Scan the entries below for the word "Цицейки", then copy each line that holds it.

Excerpts from a dataset:
== == ==
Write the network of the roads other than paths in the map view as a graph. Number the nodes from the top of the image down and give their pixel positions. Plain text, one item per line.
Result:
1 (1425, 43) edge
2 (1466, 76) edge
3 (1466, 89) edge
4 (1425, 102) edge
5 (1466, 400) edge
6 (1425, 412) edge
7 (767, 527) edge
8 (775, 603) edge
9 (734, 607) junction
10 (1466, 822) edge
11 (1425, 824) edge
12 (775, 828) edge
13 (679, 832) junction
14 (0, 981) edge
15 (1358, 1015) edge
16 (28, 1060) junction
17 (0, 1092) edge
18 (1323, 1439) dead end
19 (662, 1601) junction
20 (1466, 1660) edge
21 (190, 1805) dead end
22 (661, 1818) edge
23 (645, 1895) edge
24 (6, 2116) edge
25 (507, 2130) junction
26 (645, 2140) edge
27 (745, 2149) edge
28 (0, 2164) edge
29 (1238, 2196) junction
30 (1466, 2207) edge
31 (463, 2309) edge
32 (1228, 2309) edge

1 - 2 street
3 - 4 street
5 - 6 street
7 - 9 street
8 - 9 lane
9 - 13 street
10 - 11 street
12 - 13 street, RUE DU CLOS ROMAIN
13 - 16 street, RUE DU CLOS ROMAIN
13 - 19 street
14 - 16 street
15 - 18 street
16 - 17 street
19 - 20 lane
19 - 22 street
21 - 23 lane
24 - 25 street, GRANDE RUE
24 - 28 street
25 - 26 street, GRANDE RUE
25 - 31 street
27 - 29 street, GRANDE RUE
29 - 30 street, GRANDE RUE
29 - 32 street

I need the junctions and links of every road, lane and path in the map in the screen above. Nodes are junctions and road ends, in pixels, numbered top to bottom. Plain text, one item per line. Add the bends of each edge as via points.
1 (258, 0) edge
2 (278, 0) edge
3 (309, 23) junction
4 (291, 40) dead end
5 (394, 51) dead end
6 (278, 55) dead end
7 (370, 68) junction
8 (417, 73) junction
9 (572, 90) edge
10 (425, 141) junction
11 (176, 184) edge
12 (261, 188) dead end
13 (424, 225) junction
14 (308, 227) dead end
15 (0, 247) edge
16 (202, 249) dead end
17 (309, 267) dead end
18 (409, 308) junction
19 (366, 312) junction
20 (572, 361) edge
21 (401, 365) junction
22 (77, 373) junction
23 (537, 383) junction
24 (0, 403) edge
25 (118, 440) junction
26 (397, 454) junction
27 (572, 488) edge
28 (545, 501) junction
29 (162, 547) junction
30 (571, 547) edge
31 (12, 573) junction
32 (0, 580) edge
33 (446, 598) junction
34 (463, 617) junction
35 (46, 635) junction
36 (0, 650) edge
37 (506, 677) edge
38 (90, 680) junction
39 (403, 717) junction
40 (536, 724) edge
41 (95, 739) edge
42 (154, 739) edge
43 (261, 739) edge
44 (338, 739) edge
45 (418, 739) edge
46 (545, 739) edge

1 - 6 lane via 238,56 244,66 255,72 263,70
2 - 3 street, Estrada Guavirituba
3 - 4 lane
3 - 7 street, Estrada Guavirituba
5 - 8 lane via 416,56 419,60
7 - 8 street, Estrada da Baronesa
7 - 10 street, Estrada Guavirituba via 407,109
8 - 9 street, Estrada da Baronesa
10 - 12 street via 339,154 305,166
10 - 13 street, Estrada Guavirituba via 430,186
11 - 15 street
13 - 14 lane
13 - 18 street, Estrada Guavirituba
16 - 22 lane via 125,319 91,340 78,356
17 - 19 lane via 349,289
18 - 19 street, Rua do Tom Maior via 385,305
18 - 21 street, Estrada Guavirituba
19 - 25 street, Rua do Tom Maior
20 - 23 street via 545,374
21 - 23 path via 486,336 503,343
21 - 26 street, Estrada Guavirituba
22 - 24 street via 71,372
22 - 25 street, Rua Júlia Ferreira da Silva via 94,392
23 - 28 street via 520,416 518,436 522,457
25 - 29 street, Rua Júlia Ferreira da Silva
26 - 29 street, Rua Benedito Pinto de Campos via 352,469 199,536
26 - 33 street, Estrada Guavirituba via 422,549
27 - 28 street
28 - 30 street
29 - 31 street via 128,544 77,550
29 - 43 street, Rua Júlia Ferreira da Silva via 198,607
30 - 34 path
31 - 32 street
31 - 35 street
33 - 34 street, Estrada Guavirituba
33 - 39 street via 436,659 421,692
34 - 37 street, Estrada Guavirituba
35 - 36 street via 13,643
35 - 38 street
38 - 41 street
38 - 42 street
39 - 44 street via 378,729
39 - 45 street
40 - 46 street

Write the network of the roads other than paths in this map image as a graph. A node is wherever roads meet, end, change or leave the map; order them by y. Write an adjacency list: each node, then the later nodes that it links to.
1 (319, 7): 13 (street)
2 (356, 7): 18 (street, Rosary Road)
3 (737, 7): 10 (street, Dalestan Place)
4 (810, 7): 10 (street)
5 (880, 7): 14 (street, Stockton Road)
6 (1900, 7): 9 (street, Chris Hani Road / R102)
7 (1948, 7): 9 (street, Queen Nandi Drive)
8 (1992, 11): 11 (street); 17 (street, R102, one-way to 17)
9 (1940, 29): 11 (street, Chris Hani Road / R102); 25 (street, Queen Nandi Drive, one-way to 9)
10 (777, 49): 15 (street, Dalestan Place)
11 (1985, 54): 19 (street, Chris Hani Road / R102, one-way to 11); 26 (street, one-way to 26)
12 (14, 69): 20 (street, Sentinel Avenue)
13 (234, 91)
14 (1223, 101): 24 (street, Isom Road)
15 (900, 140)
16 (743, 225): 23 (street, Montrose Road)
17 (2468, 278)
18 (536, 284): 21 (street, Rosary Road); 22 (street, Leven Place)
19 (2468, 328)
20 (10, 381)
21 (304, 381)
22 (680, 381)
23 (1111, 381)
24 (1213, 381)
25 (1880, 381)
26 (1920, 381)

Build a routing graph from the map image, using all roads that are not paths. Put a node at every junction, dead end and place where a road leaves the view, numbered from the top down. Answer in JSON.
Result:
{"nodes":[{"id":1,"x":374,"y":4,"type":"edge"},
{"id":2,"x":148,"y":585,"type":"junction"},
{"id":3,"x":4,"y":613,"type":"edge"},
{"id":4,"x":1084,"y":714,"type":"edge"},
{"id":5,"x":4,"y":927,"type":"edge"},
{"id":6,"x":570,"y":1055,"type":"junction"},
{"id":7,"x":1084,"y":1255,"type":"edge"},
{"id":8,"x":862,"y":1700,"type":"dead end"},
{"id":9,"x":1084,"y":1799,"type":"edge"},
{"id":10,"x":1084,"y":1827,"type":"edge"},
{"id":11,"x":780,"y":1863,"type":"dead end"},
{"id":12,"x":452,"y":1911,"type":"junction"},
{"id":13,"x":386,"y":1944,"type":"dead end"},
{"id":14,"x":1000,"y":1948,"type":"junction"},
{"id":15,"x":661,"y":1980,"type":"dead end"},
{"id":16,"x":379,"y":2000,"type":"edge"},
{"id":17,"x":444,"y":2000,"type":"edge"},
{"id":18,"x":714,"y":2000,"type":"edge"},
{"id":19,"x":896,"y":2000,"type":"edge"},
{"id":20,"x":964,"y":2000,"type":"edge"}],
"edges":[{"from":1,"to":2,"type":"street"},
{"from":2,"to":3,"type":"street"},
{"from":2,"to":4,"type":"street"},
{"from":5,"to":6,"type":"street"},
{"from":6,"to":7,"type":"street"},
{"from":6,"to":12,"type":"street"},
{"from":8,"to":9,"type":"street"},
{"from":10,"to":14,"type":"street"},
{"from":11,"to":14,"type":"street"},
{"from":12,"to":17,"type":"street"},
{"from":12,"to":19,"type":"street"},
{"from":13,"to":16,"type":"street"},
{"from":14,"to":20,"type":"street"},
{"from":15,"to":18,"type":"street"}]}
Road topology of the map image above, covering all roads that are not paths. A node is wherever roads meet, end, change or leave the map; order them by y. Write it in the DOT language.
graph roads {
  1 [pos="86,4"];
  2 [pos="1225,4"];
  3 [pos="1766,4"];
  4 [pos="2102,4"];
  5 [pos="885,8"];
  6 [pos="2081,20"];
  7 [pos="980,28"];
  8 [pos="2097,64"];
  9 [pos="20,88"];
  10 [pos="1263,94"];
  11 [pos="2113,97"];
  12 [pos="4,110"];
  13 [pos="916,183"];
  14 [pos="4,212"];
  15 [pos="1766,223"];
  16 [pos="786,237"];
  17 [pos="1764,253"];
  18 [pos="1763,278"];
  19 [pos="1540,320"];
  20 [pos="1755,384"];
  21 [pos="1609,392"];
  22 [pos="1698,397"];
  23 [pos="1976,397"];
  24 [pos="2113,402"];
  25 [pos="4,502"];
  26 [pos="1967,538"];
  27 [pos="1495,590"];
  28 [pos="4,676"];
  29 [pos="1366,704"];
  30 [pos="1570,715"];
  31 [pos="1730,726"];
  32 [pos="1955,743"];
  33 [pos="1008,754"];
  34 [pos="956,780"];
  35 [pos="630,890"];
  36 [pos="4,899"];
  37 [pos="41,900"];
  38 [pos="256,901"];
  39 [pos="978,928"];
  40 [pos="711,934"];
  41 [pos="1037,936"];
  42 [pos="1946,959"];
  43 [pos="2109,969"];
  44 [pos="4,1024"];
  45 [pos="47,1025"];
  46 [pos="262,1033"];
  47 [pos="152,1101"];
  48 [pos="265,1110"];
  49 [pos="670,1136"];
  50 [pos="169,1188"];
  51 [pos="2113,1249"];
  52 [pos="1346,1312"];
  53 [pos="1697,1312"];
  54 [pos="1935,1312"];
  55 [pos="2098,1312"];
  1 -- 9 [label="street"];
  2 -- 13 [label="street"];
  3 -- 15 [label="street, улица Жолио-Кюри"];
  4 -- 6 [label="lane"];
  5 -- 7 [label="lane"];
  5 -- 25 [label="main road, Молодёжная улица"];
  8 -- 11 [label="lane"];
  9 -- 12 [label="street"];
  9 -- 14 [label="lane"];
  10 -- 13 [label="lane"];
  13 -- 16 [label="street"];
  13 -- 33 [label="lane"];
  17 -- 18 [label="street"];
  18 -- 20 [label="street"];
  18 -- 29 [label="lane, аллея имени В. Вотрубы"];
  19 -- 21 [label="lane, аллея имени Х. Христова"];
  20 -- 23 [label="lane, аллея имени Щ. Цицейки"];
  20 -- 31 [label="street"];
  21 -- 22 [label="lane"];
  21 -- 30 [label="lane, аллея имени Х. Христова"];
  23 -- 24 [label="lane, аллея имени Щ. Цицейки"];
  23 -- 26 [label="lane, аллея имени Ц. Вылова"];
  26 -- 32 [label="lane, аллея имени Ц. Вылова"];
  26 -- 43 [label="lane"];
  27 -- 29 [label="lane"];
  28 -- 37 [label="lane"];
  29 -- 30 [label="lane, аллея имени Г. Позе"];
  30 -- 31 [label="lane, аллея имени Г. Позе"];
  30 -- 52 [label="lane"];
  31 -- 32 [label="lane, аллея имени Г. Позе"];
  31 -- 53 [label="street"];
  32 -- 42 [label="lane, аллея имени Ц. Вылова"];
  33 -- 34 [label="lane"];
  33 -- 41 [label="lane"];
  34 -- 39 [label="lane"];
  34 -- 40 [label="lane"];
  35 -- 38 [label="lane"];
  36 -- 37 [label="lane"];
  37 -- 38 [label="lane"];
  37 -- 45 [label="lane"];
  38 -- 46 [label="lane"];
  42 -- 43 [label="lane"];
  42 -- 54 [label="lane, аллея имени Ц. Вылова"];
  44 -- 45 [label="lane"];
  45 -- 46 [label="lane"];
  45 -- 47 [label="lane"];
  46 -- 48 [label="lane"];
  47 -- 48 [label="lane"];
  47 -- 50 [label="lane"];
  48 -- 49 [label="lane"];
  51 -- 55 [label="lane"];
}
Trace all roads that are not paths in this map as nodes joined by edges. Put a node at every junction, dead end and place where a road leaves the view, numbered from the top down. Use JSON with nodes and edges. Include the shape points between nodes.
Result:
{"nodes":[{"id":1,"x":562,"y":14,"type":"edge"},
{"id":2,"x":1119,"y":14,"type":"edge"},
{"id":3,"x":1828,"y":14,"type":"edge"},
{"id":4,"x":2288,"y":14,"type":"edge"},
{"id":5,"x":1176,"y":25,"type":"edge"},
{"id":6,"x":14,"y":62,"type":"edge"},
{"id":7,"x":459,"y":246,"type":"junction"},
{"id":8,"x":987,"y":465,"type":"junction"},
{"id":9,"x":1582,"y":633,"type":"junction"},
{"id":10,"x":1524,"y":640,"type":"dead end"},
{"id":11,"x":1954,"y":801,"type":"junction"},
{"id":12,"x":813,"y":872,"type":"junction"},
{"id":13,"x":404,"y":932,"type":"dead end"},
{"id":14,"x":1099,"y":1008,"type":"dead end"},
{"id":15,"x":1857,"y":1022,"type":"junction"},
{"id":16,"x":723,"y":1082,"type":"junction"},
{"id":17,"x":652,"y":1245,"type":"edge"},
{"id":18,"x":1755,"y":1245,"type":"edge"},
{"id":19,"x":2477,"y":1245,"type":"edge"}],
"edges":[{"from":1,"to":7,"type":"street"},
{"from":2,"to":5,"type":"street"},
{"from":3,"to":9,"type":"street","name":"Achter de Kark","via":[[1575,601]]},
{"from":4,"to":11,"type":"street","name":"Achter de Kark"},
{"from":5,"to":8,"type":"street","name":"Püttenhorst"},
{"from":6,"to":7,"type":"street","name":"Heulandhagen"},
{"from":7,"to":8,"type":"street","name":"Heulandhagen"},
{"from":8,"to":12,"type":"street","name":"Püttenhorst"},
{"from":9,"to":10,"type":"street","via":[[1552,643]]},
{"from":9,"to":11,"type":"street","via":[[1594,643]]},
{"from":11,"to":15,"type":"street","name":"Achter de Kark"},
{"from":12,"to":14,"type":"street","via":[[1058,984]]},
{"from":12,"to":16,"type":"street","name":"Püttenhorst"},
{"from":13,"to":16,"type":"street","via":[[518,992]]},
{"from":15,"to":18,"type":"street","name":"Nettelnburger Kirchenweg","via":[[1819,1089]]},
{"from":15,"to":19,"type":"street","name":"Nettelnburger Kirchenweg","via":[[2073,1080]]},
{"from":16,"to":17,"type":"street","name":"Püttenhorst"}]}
== == ==
WRITTEN ANSWER:
  20 -- 23 [label="lane, аллея имени Щ. Цицейки"];
  23 -- 24 [label="lane, аллея имени Щ. Цицейки"];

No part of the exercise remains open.